Assess performance of open-source chemistry LLMs on negative SMARTS constraints

Determine the ability of the open-source chemistry language models BioT5 and MoleculeSTM, when used within the MolLEO framework, to satisfy negative matching constraints in molecular generation tasks that require excluding specified SMARTS-defined scaffolds or substructures (e.g., generating molecules that do not contain the scaffold [#7]-c1n[c;h1]nc2[c;h1]c(-[#8])[c;h0][c;h1]c12), and quantify their performance on tasks such as deco_hop and scaffold_hop.

Background

The paper evaluates MolLEO, which integrates chemistry-aware LLMs into evolutionary algorithms, across multiple single-objective and multi-objective molecular optimization tasks. Among the single-objective tasks, deco_hop and scaffold_hop require precise control over substructure presence and absence using SMARTS patterns, including negative constraints (ensuring certain motifs are not present).

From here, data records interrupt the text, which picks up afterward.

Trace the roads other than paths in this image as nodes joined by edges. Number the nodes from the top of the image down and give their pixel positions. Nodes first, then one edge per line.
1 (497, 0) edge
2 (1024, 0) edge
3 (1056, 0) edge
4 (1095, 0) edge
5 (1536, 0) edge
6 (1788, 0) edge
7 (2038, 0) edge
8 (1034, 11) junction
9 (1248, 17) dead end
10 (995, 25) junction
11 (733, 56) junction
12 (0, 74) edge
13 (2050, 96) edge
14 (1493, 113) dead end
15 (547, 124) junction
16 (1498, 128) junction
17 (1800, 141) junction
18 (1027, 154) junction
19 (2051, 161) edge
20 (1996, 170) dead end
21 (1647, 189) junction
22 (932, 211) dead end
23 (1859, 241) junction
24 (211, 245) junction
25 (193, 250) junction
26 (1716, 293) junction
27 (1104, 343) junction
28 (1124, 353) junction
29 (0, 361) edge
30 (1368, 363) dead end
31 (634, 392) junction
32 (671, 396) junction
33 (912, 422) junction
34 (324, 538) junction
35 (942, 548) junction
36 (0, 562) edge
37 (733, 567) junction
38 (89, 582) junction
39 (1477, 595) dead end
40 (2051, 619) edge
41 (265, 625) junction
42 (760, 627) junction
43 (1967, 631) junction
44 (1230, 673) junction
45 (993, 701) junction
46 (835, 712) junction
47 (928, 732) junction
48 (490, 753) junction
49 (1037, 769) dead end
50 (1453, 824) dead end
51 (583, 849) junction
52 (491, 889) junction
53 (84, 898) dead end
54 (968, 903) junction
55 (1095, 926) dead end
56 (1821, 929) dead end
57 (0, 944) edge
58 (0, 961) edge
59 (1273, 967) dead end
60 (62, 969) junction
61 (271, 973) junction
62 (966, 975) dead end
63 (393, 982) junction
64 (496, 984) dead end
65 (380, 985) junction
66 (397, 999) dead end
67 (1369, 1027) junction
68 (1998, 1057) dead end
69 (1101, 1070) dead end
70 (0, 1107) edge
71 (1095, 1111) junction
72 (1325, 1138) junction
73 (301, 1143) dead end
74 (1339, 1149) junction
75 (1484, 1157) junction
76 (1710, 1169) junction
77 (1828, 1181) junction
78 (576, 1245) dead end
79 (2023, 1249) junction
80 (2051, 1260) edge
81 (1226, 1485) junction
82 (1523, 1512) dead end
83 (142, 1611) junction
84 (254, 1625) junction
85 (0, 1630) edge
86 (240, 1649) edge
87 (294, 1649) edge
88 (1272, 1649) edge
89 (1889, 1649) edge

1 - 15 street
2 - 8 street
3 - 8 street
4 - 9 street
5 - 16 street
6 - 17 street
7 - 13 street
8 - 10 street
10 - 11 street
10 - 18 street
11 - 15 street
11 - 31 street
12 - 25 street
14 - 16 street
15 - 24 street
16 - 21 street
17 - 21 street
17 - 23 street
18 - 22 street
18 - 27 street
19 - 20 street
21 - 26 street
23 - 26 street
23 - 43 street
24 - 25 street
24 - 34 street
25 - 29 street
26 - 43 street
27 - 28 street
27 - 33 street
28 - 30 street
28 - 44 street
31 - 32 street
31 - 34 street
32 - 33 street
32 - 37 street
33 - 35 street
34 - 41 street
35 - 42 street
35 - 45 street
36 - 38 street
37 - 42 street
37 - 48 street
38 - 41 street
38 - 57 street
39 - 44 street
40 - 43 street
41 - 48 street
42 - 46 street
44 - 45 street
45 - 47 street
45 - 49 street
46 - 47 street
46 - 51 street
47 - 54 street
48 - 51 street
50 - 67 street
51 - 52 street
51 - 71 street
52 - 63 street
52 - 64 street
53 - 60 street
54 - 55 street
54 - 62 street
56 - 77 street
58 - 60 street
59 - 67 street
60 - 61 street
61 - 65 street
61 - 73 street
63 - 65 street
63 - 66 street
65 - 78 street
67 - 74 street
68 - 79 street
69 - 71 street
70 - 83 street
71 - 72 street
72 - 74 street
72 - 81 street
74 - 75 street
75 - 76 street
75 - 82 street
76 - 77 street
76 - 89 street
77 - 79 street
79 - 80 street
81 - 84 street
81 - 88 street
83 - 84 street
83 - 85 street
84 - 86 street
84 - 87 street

While MolLEO (GPT-4) shows strong overall results, the open-source variants using BioT5 and MoleculeSTM exhibit only small gains on these substructure tasks. The authors note that these models may not have been trained extensively on molecular descriptions containing SMARTS and explicitly state uncertainty about their capability to handle negative matching constraints, motivating a targeted assessment of this capability.